The integration of these businesses has allowed TKO to diversify its revenue streams and leverage synergies across its portfolio. For example, IMG’s expertise in sports marketing and media rights has already begun to influence WWE’s global outreach, while On Location’s premium event experiences are enhancing the fan experience at major WWE and UFC events.
“Bringing these assets under the TKO umbrella has been a game-changer,” said a source close to TKO’s executive team. “It’s not just about adding revenue; it’s about creating a more robust ecosystem that benefits all of our brands.”
Financial Highlights and Raised Guidance
TKO’s third-quarter financials paint a picture of a company on solid footing. In addition to the $1.120 billion in revenue, the company reported a net income of $106.8 million and an adjusted EBITDA of $360.2 million. These figures reflect both organic growth and the impact of the recent acquisitions.
The company also raised its full-year 2025 guidance, increasing its target for revenue to $4.690 billion to $4.720 billion and its target for adjusted EBITDA to $1.570 billion to $1.580 billion. This upward revision is a clear indication of TKO’s confidence in its ability to deliver strong results for the remainder of the year.
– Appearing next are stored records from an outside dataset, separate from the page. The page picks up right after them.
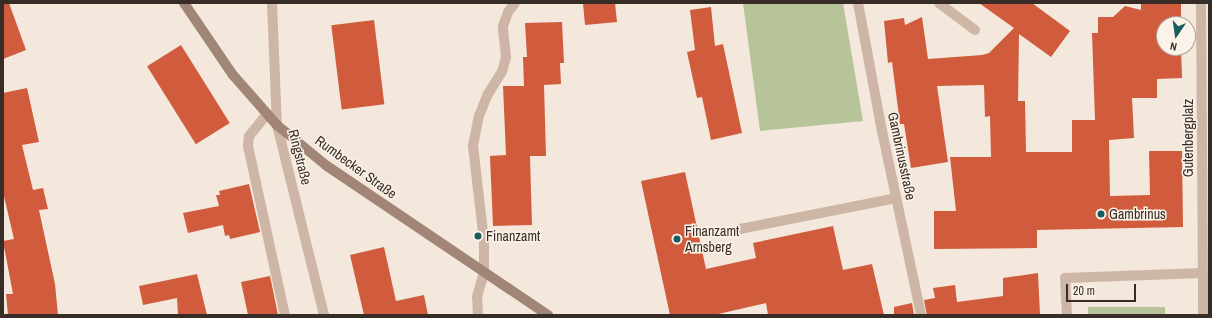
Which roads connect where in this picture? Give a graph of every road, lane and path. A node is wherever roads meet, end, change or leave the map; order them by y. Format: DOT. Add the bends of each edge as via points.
graph roads {
  1 [pos="184,3"];
  2 [pos="272,3"];
  3 [pos="515,3"];
  4 [pos="858,3"];
  5 [pos="939,3"];
  6 [pos="1201,3"];
  7 [pos="976,30"];
  8 [pos="267,114"];
  9 [pos="277,125"];
  10 [pos="896,198"];
  11 [pos="740,229"];
  12 [pos="484,273"];
  13 [pos="1203,273"];
  14 [pos="285,315"];
  15 [pos="324,315"];
  16 [pos="478,315"];
  17 [pos="548,315"];
  18 [pos="921,315"];
  19 [pos="1067,315"];
  20 [pos="1204,315"];
  1 -- 8 [label="street, Rumbecker Straße" via="232,75"];
  2 -- 9 [label="street, Ringstraße"];
  3 -- 12 [label="street" via="508,12 504,26 506,57 502,72 479,116 473,146 484,241"];
  4 -- 10 [label="street, Gambrinusstraße"];
  5 -- 7 [label="street"];
  6 -- 13 [label="street, Gutenbergplatz"];
  8 -- 9 [label="street, Rumbecker Straße"];
  8 -- 14 [label="street" via="249,136 248,146"];
  9 -- 12 [label="street, Rumbecker Straße" via="327,166"];
  9 -- 15 [label="street, Ringstraße"];
  10 -- 11 [label="street"];
  10 -- 18 [label="street, Gambrinusstraße"];
  12 -- 16 [label="street" via="477,297"];
  12 -- 17 [label="street, Rumbecker Straße"];
  13 -- 19 [label="street" via="1065,278"];
  13 -- 20 [label="street, Gutenbergplatz"];
}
WWE’s Creative Momentum and Fan Engagement
Behind the numbers, WWE’s creative momentum has been a key factor in its financial success. The company has continued to innovate with its programming, introducing new storylines, expanding its international presence, and investing in digital content.
“WWE’s ability to connect with fans, both in arenas and online, has never been stronger,” said a source close to WWE’s creative team. “We’re seeing record engagement on social media, and our premium live events are selling out faster than ever.”
The success of NXT, WWE’s developmental brand, has also played a crucial role. NXT’s global expansion, including events in Europe and Asia, has helped WWE tap into new markets and attract a younger, more diverse audience.
UFC’s Challenges and Opportunities
While UFC’s revenue declined in Q3, the organization remains a powerhouse in the world of combat sports. The company is navigating challenges related to fighter pay, event scheduling, and competition from other promotions. However, UFC’s global brand and loyal fan base continue to make it a valuable asset within TKO.
“UFC is still the gold standard in MMA,” said a source close to the organization. “We’re working on new initiatives to boost engagement and revenue, and we’re confident that we’ll see a turnaround in the coming quarters.”
Looking Ahead: TKO’s Vision for the Future
TKO’s third-quarter results and raised guidance suggest a bright future for the company. With WWE leading the charge and a growing portfolio of sports and entertainment assets, TKO is well-positioned to capitalize on emerging opportunities in the industry.
As the company continues to integrate its acquisitions and innovate across its brands, fans can expect even more exciting developments in the months and years ahead.
“TKO is more than just a merger of two iconic brands,” said a source close to TKO’s leadership. “It’s a new era of sports entertainment, and we’re just getting started.”